The neurobiology of the tuberous sclerosis complex

  • Leah Marcotte
  • Peter B. Crino
Review Article

Abstract

Tuberous sclerosis complex (TSC) is a multisystem disorder that affects numerous organ systems. Brain lesions that form during development, known as tubers, are highly associated with epilepsy, cognitive disability, and autism.
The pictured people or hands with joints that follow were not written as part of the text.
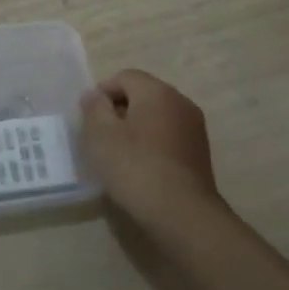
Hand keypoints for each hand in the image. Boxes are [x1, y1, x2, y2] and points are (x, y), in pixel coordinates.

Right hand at [81, 69, 227, 231]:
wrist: (182, 213)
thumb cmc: (135, 167)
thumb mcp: (100, 135)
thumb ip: (94, 108)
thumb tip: (94, 95)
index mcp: (156, 91)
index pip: (125, 77)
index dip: (102, 92)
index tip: (89, 118)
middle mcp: (180, 102)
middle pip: (143, 94)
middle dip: (119, 109)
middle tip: (100, 135)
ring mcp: (194, 128)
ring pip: (157, 116)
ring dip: (136, 127)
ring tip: (119, 153)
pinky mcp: (200, 152)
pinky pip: (168, 136)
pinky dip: (152, 143)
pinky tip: (140, 167)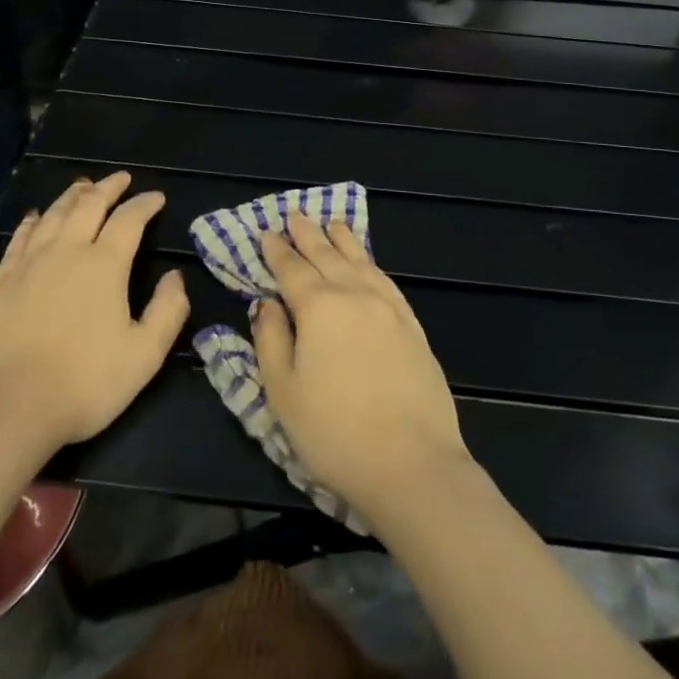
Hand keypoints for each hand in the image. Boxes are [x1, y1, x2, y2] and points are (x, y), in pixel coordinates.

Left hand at [0, 172, 187, 459]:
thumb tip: (175, 277)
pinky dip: (33, 221)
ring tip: (83, 186)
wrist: (5, 410)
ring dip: (72, 196)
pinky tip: (35, 217)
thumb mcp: (144, 356)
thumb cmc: (83, 384)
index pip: (129, 219)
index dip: (145, 204)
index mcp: (104, 265)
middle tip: (121, 178)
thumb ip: (167, 311)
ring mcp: (28, 264)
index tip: (156, 197)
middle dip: (109, 187)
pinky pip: (19, 238)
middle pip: (89, 205)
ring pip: (54, 215)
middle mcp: (66, 251)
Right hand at [251, 214, 468, 517]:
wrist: (412, 464)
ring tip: (332, 223)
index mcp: (318, 307)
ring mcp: (388, 308)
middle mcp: (354, 295)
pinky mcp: (412, 325)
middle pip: (326, 255)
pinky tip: (367, 262)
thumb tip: (266, 303)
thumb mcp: (283, 392)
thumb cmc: (335, 432)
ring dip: (342, 240)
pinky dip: (371, 263)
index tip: (266, 232)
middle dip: (308, 234)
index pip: (292, 269)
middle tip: (295, 214)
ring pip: (360, 261)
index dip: (277, 250)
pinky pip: (385, 280)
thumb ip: (270, 340)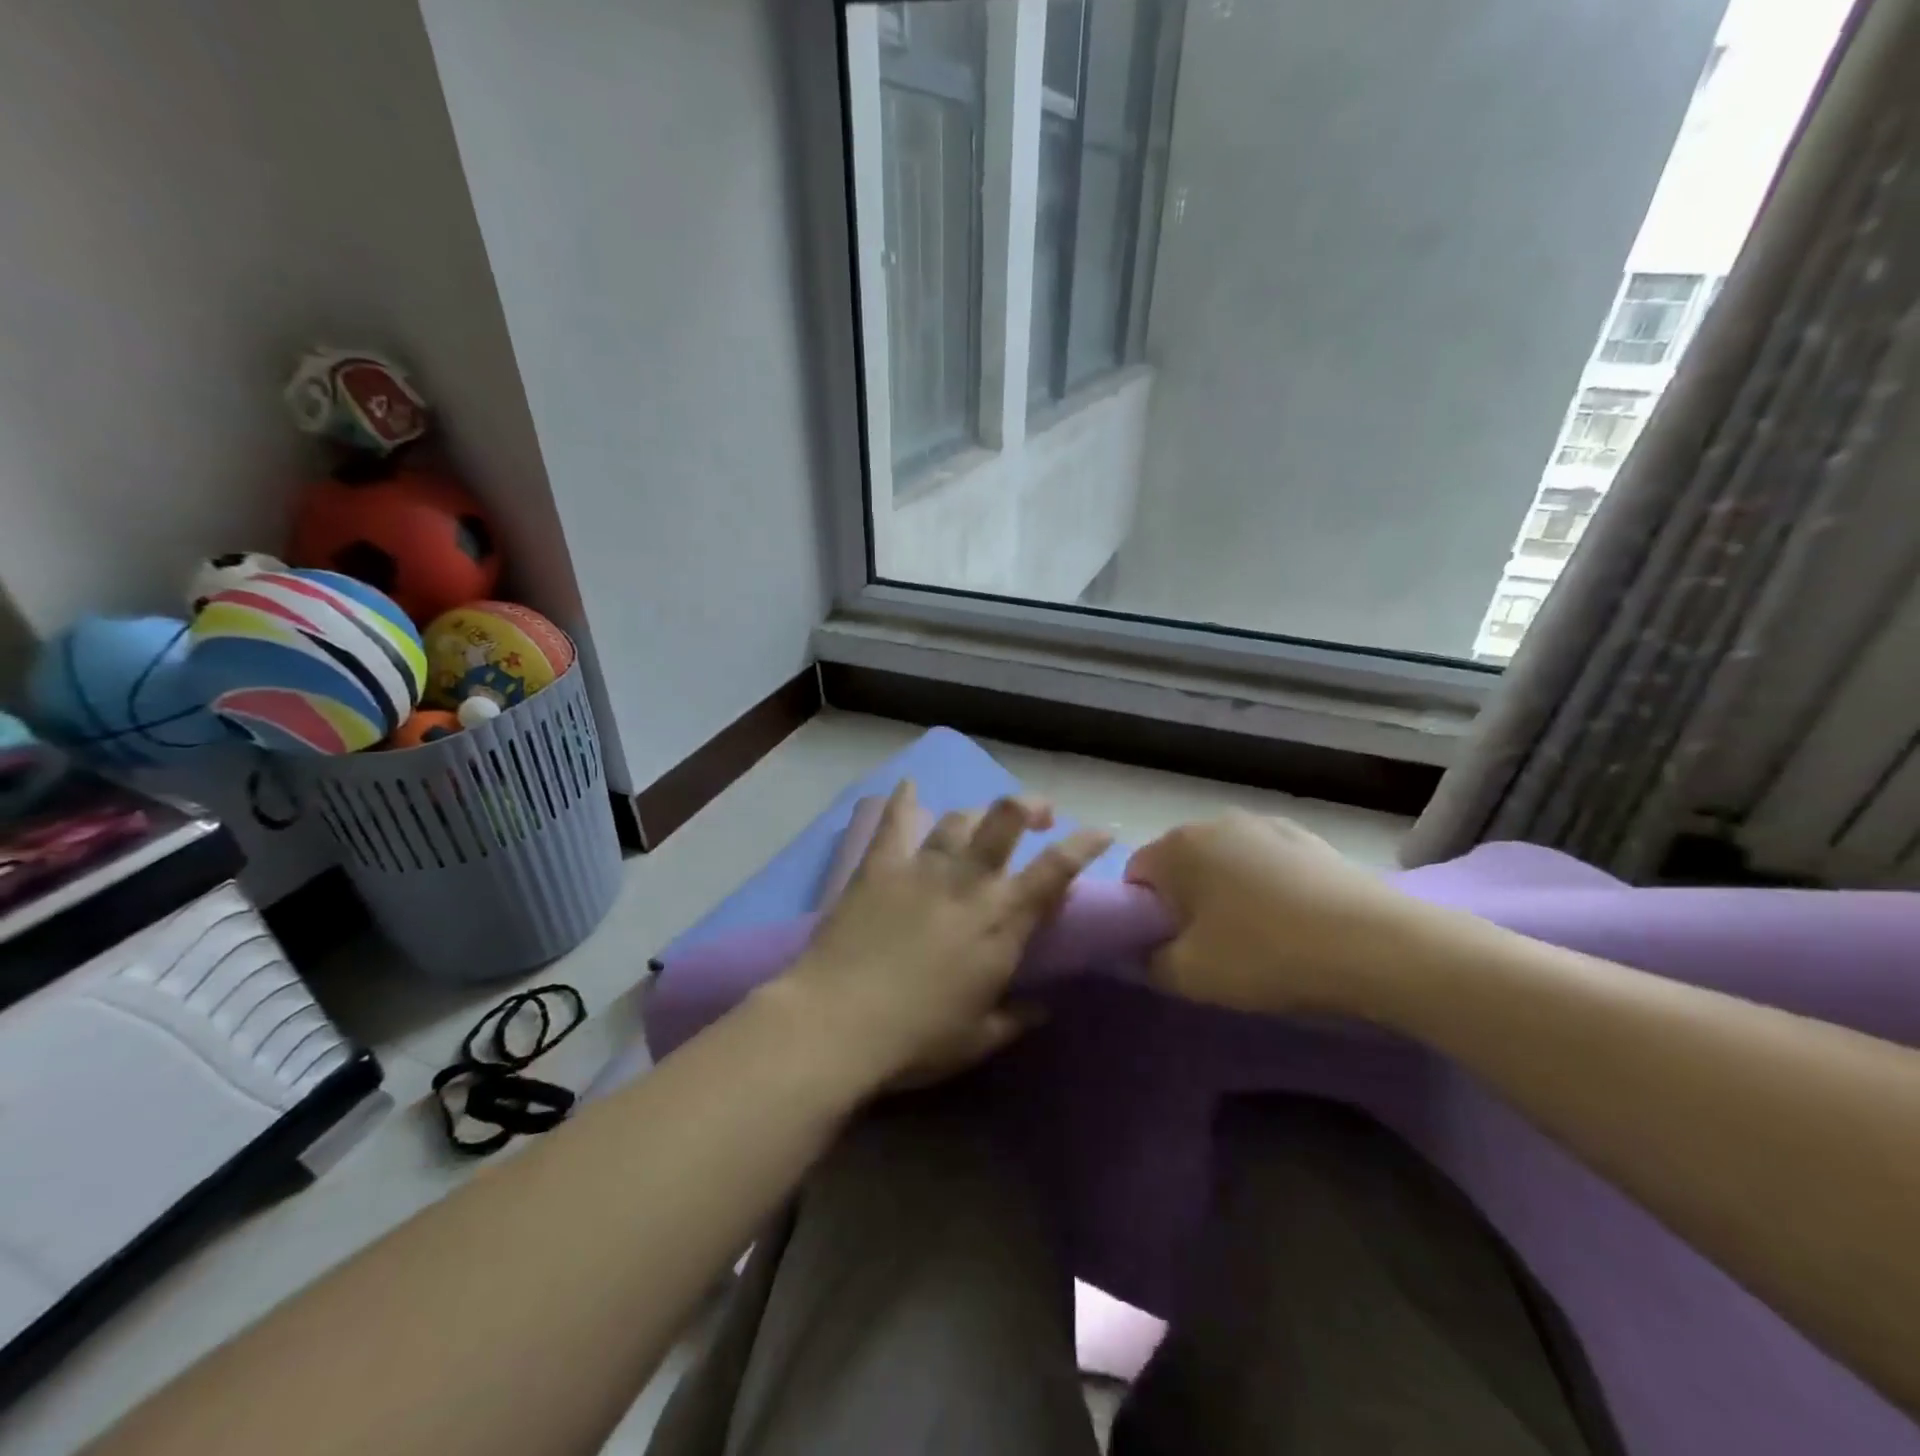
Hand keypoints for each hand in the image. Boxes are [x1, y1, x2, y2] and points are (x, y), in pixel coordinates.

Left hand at [775, 780, 1110, 1090]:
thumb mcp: (980, 1039)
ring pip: (958, 818)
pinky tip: (908, 787)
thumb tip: (1044, 1008)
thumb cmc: (917, 1039)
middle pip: (1007, 818)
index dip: (1084, 844)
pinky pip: (894, 821)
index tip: (1100, 832)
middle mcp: (969, 881)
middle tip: (1039, 813)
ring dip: (976, 815)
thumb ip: (1018, 1018)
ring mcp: (922, 867)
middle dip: (1030, 805)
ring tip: (978, 824)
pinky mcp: (879, 866)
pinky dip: (903, 801)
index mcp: (1002, 921)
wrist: (838, 1023)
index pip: (1056, 869)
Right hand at [1125, 810, 1442, 1015]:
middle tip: (1208, 949)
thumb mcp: (1191, 975)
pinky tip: (1293, 923)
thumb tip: (1145, 952)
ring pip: (1225, 863)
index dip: (1143, 917)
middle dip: (1184, 903)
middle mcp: (1216, 822)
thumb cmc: (1267, 954)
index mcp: (1178, 846)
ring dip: (1226, 895)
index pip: (1136, 877)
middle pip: (1180, 866)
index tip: (1168, 949)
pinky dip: (1266, 888)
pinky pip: (1267, 864)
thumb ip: (1150, 962)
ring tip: (1256, 938)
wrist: (1379, 945)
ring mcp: (1266, 824)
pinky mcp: (1308, 837)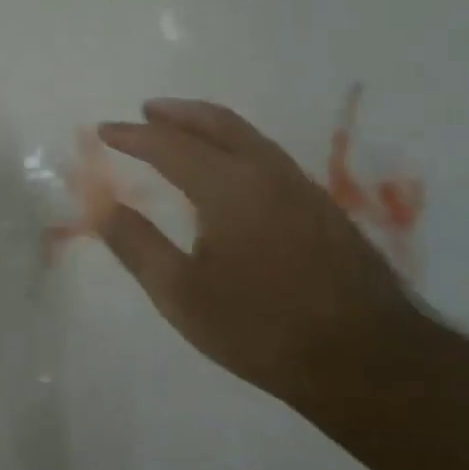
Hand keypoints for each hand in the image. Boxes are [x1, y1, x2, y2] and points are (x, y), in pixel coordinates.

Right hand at [98, 99, 422, 402]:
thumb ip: (137, 245)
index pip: (170, 146)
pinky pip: (267, 155)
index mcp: (228, 187)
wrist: (366, 359)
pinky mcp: (322, 207)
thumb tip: (102, 208)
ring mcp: (301, 187)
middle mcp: (266, 172)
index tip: (104, 130)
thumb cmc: (260, 328)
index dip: (133, 136)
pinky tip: (229, 170)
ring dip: (209, 125)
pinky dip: (235, 145)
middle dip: (177, 113)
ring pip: (248, 136)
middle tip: (147, 110)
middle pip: (217, 123)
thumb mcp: (181, 294)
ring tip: (182, 130)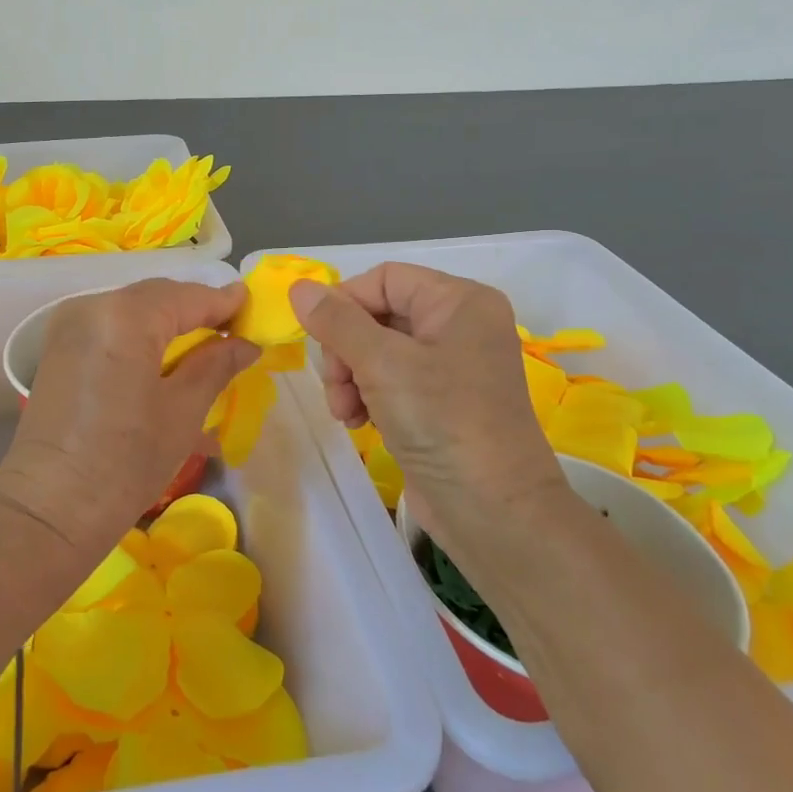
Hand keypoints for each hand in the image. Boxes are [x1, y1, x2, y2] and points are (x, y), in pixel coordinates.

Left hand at [0, 279, 258, 556]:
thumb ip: (215, 365)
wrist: (47, 511)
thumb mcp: (182, 412)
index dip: (226, 303)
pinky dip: (141, 340)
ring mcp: (69, 327)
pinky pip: (111, 330)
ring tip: (204, 351)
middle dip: (197, 313)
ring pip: (133, 312)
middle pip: (158, 298)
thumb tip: (245, 342)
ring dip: (170, 326)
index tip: (256, 310)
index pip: (188, 296)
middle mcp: (92, 306)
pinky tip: (165, 364)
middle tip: (234, 334)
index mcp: (126, 315)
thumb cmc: (125, 462)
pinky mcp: (59, 350)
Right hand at [290, 263, 562, 548]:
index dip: (345, 304)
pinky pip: (388, 380)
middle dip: (346, 350)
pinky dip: (366, 396)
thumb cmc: (442, 422)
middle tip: (337, 385)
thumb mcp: (382, 364)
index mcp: (459, 301)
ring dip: (349, 377)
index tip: (321, 341)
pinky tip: (358, 423)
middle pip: (376, 314)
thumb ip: (337, 321)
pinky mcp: (439, 401)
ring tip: (345, 412)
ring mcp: (450, 365)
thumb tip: (298, 287)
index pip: (383, 279)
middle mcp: (458, 325)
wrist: (494, 512)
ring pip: (375, 350)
Following the identification of two genes and their encoded proteins, TSC1 (hamartin) and TSC2 (tuberin), responsible for TSC, identification of several downstream protein cascades that might be affected in TSC have been discovered. Of primary importance is the mammalian target of rapamycin pathway that controls cell growth and protein synthesis. The mechanisms governing brain lesion growth have not been fully identified but likely altered regulation of the mammalian target of rapamycin cascade by hamartin and tuberin during development leads to aberrant cell growth. Secondary effects of TSC gene mutations might disrupt normal neuronal migration and cerebral cortical lamination. Numerous studies have identified changes in gene and protein expression in animal models of TSC and in human TSC brain specimens that contribute to altered brain cytoarchitecture. This review will provide an overview of the neurobiological aspects of TSC.

Keywords

Tuberous Sclerosis Tuberous Sclerosis Complex Tuberin Infantile Spasm NeuroMolecular Medicine Volume 
These keywords were added by machine and not by the authors. This process is experimental and the keywords may be updated as the learning algorithm improves.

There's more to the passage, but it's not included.